The debate over inflation versus deflation has been going on in hard money circles since about 1973. The debate has gone on within academic circles for well over a century. The economists are as confused as the general public, but they are confused in a far more sophisticated way. They turn confusion into a science.
I follow the Austrian School of economics on monetary theory. The most important study of the theory of money within the Austrian School camp was published in 1912, The Theory of Money and Credit, written by Ludwig von Mises. You can download it for free here.
More popular and more readable books have been written on this by his disciple, Murray Rothbard. His book, What Has Government Done to Our Money? is the clearest exposition ever written. You can download it here.
I have also written a short book on the topic, Mises on Money. Download it here.
Finally, there is my more detailed book, Honest Money.
Austrian School economists define inflation as follows: “an increase in the money supply.” All other schools of thought define inflation as follows: “an increase in our favorite price index.”
Austrian School economists define deflation as follows: “a decrease in the money supply.” All other schools of thought and define deflation as follows: “a decrease in our favorite price index.”
PRICE INDEXES
You don’t buy a price index. You buy a specific product or service. It does not matter what the price index says if you can’t afford to buy much.
What is a price index? It is a statistical construct that is created in terms of a theory of how an economy operates. It is supposed to measure increases and decreases in prices. It does this. The question is: Which prices?
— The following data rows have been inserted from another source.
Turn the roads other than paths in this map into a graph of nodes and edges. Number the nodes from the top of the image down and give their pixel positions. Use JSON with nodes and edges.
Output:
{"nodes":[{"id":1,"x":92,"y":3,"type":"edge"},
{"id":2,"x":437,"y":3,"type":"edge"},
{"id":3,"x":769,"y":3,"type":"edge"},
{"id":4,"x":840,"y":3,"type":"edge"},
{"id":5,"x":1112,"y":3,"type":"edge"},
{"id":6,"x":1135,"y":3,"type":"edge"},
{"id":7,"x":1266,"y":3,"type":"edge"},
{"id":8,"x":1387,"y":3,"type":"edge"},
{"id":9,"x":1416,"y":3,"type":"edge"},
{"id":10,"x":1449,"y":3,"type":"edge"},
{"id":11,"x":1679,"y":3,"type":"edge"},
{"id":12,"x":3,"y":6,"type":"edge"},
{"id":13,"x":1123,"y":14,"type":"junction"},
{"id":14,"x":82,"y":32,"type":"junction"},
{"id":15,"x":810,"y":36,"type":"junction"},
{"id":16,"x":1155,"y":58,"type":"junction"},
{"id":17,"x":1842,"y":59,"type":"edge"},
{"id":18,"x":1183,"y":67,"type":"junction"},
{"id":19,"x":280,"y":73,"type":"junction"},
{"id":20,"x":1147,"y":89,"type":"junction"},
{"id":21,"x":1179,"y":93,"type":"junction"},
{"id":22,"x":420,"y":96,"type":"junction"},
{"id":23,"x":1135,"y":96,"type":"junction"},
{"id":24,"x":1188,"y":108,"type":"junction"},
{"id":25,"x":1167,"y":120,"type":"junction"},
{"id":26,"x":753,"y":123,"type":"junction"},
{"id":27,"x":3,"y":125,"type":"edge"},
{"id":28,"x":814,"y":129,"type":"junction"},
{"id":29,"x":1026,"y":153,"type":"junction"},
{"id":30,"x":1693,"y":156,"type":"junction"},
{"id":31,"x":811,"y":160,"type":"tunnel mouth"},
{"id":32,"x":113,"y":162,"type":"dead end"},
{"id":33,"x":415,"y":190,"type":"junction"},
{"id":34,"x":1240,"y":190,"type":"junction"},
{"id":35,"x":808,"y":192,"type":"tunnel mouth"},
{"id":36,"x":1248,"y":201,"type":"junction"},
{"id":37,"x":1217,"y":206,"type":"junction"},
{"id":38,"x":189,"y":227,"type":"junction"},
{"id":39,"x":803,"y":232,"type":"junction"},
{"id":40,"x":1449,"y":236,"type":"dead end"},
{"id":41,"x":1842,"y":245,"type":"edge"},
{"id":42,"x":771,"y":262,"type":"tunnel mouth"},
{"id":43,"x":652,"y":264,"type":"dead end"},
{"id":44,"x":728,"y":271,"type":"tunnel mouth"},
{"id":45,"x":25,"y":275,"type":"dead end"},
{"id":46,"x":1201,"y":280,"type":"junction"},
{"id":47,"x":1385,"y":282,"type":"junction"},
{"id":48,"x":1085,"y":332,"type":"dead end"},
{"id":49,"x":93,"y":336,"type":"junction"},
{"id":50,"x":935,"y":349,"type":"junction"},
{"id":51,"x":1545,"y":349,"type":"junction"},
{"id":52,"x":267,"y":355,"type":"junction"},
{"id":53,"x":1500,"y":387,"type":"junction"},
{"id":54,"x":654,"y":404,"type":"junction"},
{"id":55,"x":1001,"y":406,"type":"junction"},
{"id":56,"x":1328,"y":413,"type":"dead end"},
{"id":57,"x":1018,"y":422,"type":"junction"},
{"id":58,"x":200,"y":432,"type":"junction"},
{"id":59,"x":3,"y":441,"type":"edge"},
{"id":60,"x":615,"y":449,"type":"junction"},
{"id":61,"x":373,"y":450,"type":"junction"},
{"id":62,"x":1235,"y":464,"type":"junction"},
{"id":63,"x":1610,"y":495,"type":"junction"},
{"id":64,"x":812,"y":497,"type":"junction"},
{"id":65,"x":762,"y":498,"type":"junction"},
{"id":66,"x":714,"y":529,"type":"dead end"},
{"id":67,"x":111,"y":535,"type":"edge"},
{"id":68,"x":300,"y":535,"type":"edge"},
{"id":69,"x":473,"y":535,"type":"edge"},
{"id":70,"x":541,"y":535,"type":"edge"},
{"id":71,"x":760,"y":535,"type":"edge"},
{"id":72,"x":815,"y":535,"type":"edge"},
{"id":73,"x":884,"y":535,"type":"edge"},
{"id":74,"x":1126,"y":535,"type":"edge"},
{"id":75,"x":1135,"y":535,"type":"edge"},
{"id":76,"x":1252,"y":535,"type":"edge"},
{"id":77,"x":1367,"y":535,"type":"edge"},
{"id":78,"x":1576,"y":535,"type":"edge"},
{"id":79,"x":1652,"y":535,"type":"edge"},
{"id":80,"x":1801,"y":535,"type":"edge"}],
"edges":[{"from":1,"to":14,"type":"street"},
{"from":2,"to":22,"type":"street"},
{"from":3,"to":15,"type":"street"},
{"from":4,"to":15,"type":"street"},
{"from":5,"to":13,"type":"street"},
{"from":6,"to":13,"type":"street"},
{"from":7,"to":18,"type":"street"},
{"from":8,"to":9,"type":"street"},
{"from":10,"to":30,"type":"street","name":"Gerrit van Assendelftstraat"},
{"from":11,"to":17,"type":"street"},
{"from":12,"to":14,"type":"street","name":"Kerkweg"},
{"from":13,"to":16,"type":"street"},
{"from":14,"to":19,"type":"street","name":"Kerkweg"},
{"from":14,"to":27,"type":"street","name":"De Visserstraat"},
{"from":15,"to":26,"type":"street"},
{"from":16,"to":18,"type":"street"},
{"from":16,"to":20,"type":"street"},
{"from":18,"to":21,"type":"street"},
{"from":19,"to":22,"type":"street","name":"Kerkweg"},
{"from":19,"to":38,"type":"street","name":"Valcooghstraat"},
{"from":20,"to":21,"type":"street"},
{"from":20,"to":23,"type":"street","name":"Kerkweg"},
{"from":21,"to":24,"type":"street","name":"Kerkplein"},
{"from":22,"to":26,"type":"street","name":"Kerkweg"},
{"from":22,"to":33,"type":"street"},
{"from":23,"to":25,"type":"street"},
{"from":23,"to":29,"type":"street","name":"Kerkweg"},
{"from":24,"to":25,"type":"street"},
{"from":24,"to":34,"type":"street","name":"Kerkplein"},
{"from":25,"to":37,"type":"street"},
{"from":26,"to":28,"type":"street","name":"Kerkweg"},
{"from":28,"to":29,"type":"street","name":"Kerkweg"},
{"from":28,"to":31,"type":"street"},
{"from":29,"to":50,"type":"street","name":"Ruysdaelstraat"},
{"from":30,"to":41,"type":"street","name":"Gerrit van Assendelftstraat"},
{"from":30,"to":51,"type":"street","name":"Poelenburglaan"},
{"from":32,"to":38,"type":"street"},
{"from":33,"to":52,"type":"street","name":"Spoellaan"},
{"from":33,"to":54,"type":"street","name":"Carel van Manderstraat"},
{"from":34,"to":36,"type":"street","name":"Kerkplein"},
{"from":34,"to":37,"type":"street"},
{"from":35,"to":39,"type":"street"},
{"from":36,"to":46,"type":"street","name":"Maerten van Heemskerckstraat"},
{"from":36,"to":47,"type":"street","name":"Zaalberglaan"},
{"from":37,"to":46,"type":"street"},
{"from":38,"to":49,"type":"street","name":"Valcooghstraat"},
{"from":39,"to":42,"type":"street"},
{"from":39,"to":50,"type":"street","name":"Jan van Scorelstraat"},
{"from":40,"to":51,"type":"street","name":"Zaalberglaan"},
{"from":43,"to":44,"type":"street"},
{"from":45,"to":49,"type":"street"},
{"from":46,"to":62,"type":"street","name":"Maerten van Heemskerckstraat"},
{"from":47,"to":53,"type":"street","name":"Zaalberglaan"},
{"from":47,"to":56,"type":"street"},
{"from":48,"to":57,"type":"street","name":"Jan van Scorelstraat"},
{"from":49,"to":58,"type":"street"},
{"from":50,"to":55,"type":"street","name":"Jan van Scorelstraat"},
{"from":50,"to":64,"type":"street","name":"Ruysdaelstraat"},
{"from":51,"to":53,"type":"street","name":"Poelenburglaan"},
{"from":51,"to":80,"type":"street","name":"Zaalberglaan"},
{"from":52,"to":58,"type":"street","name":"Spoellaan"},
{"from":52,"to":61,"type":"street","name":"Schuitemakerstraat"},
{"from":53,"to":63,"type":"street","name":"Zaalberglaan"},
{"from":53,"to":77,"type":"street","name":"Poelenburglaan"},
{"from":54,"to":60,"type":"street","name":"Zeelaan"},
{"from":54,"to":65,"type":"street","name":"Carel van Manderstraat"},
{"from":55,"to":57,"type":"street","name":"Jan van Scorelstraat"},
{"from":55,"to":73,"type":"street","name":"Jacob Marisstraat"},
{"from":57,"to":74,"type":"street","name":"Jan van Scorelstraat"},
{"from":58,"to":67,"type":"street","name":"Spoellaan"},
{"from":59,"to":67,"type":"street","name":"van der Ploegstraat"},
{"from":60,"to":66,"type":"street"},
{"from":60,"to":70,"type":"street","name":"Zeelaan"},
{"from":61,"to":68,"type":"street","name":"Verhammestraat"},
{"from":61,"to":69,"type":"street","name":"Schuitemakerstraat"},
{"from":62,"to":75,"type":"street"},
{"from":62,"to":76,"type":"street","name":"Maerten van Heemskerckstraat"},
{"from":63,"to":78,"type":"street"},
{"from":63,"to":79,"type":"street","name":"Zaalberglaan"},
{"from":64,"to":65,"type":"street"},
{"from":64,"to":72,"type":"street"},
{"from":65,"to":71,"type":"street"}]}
Retail? Wholesale? Both?
How many prices are there? Far more than the number of retail products and services. In a recent estimate of the number of products — not services (60% of the U.S. economy) — in the New York City area, one economist offered this number: at least 10 billion. (Eric Beinhocker, The Origin of Wealth, p. 9.) This does not include discounts, for which New York City is famous.
Now add Los Angeles, Chicago, Dallas, and Atlanta.
Get the picture?
Begin here: “A price index is a statistical illusion. Some illusions are more accurate than others. Nobody knows which ones.”
Economists, meaning a committee of economists, try to come to some agreement about which products and which services in an economy are representative of the largest number of people living in this economy. There is no real agreement here, but they have to come up with something. In addition to deciding which products and services are most representative, they also have to come up with a system of assigning relevance, or “weights.” For example, they have to decide which is more important for the supposedly typical resident: food or fuel. There is no agreement here, either. Economists do their best to examine statistics of how much money was spent last year on which items. Then they come to an agreement of sorts regarding the products and services to be used in the index, and how much importance to assign to each of them.
Then the economists turn their theory over to statisticians. Statisticians, hired by the government, create sophisticated statistical analyses based on statistical sampling. When they are done with this sampling (at government expense and compelled by law for those questioned to answer), they put together an index of prices for a particular time period.
The problem here should be obvious: the public changes its taste over time. A product or service that was widely used in one period of time falls in popularity. Similarly, some other product, possibly one that did not even exist 10 years ago, becomes wildly popular. Think about the iPod.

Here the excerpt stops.